ORCHESTRA IN CLASSE. La nuova ricerca ha seguito un gruppo di studenti dell’area di Chicago all’ingresso alle scuole superiori, quando hanno cominciato a imparare a suonare uno strumento in una band di classe, due-tre ore la settimana. All’ultimo anno di scuola, alcuni aspetti dello sviluppo neurologico dei ragazzi sono stati paragonati a quelli di un altro gruppo di adolescenti che avevano invece seguito un programma di sola attività fisica per l’intero percorso scolastico.

Da misurazioni dell’attività elettrica del cervello, i ricercatori hanno osservato che gli studenti che si erano dedicati alla musica avevano una sensibilità migliore nel riconoscere i suoni del linguaggio rispetto ai loro compagni e mostravano risposte del cervello ai suoni più rapide.

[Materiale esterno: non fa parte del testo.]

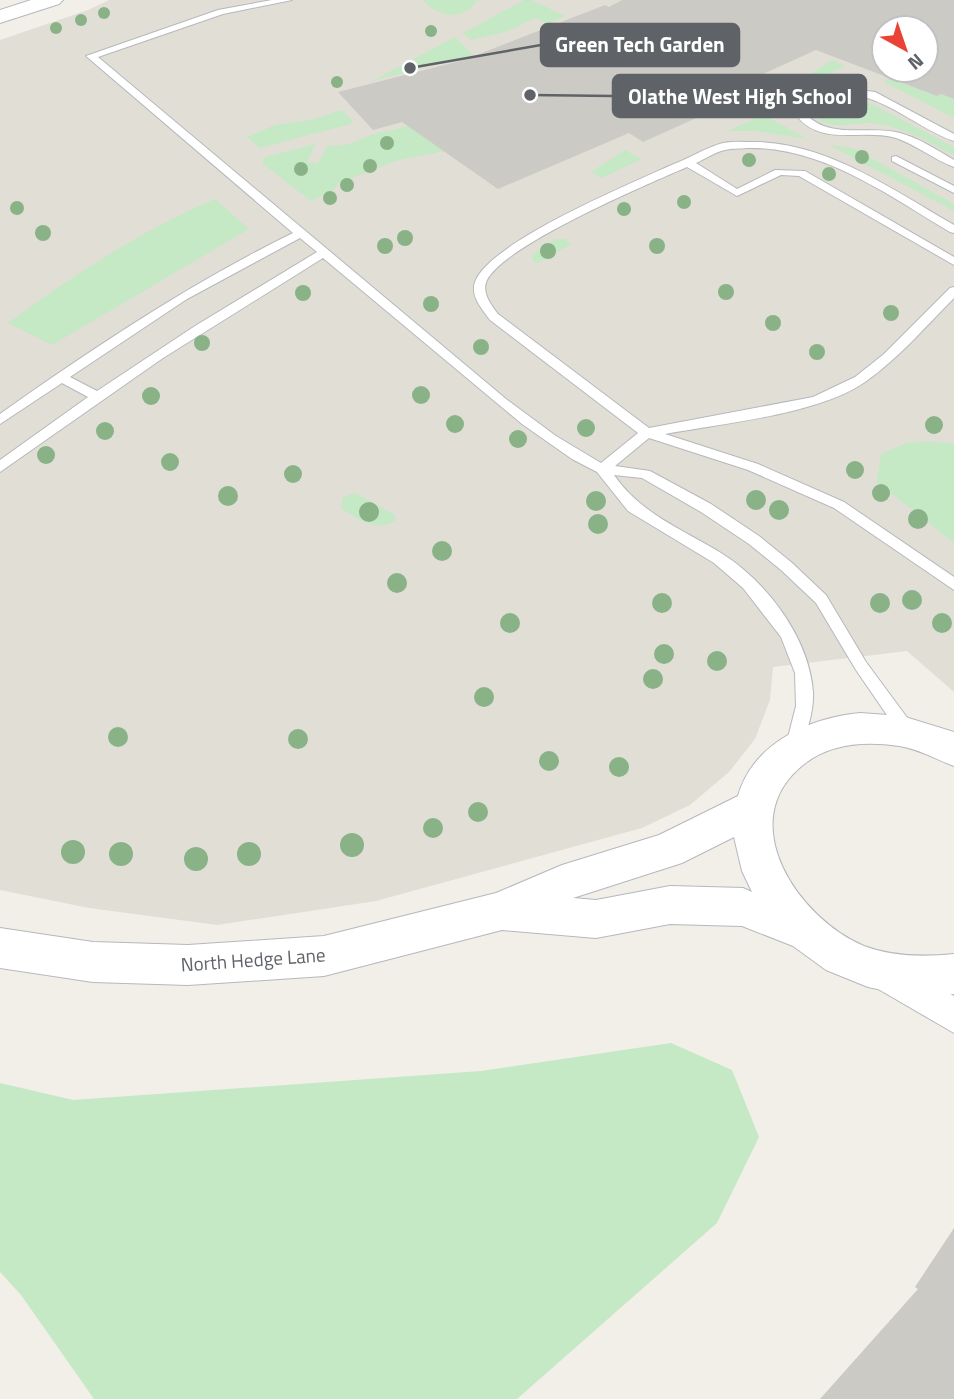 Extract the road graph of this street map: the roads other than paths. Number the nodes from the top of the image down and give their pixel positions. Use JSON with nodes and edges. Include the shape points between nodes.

MUSICA E LINGUE. Secondo i ricercatori, la musica potrebbe dare un aiuto in più proprio nella capacità di processare le informazioni, specialmente quelle linguistiche, ritardando la chiusura di quella “finestra di opportunità” ritenuta più utile per imparare per esempio le lingue straniere. I benefici della musica, insomma, si estenderebbero al di là del suonare uno strumento.

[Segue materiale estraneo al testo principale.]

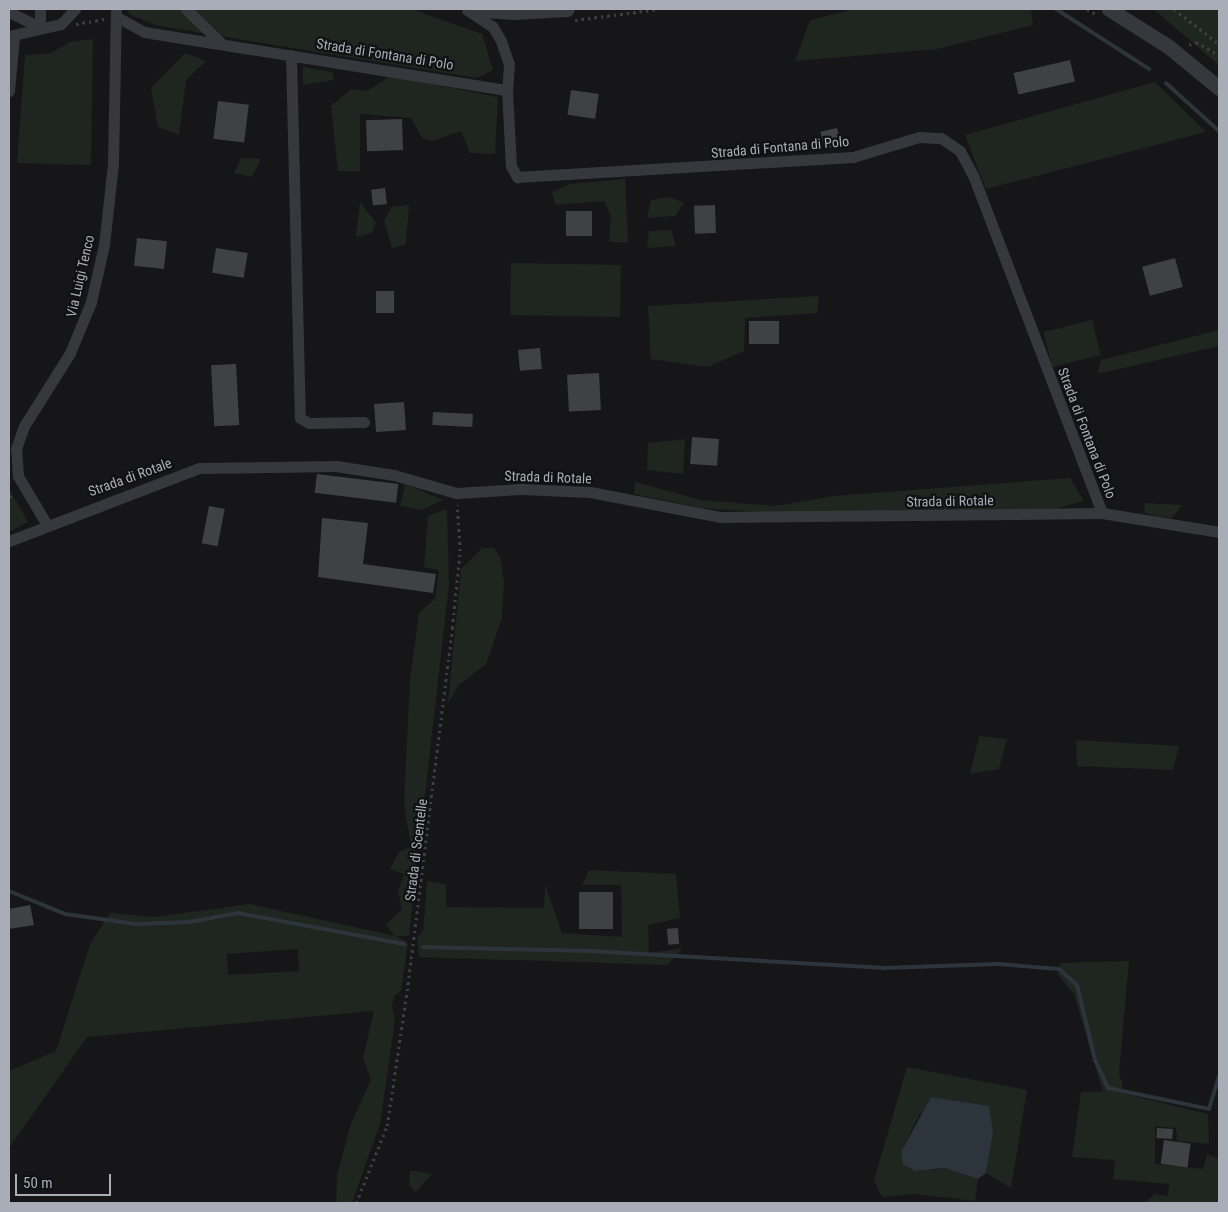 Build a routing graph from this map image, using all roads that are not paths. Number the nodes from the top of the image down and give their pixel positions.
1 (40, 9) edge
2 (75, 9) edge
3 (186, 9) edge
4 (465, 9) edge
5 (470, 9) edge
6 (1109, 9) edge
7 (9, 12) edge
8 (116, 13) edge
9 (567, 15) edge
10 (40, 27) junction
11 (11, 37) edge
12 (221, 43) junction
13 (291, 55) junction
14 (1219, 88) edge
15 (507, 90) junction
16 (9, 91) edge
17 (364, 422) dead end
18 (1102, 513) junction
19 (47, 525) junction
20 (1219, 532) edge
21 (9, 541) edge

1 - 10 street
2 - 10 street
3 - 12 street
4 - 15 street
5 - 9 street
6 - 14 street
7 - 10 street
8 - 12 street, Strada di Fontana di Polo
8 - 19 street, Via Luigi Tenco
10 - 11 street
11 - 16 street
12 - 13 street, Strada di Fontana di Polo
13 - 15 street, Strada di Fontana di Polo
13 - 17 street
15 - 18 street, Strada di Fontana di Polo
18 - 19 street, Strada di Rotale
18 - 20 street, Strada di Fontana di Polo
19 - 21 street, Strada di Rotale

POCO STUDIATA. I ricercatori americani sottolineano che, in tempi di budget ristretti nelle high school statunitensi, è un peccato che spesso tocchi proprio alle lezioni di musica essere ridotte o sospese. Viene naturale il paragone con la situazione delle aule scolastiche italiane, dove la musica è da sempre la cenerentola tra le discipline, e nella maggior parte delle scuole superiori non è neppure contemplata come materia di insegnamento.